Along with community-level and policy interventions, the findings also suggest the importance of individual-level interventions for late-life depression. Depressive symptoms may be prevented by helping older adults get out of their homes/buildings and remain or become engaged in their communities. Because research consistently shows that untreated depressive symptoms among older adults, even if subsyndromal, tend to worsen over time (Cui, Lyness, Tang, Tu, & Conwell, 2008; Lyness et al., 2007), both pharmacotherapy and psychosocial interventions should be available and readily accessible for older adults with depression and other mental health problems. Attitudinal barriers prevalent among older adults, such as misconceptions about mental health problems and stigma about receiving treatment, must also be addressed through both individual-level interventions and universal and targeted public health campaigns.
This study also underscores the importance of conducting research on the effects of neighborhood characteristics on older adults’ mental health. More longitudinal and experimental studies are needed to identify the trajectories and direction of causal relationships between neighborhood/community social environment and late-life depression.

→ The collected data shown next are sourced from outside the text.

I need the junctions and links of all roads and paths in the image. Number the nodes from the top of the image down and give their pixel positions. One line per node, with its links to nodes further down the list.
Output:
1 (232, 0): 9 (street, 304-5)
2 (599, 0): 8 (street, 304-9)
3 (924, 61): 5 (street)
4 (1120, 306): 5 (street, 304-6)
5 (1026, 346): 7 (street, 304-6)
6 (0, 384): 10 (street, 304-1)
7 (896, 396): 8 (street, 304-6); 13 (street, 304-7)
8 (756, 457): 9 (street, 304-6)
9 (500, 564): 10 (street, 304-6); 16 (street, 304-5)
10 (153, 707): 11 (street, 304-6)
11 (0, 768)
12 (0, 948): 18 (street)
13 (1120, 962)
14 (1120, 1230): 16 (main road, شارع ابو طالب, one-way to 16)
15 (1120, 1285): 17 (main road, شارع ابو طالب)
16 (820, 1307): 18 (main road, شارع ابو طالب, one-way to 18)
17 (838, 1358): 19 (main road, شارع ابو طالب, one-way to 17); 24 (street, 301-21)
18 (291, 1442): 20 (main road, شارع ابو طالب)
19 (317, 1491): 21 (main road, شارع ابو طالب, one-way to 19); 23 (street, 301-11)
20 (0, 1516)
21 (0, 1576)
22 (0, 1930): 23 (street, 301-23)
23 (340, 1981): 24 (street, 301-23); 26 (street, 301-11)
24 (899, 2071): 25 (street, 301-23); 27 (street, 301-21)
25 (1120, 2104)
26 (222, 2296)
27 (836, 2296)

Given the well-established evidence on gender differences in the prevalence and impact of late-life depression (Chou & Cheung, 2013; Forlani et al., 2014), the potentially different courses of influence and impacts of both physical/material and social environment on older women versus older men also need examination.
Footnotes
Declaration of Conflicting Interests
The authors declared no potential conflicts of interest with respect to the research, authorship, and/or publication of this article.
Funding
The authors received no financial support for the research, authorship, and/or publication of this article.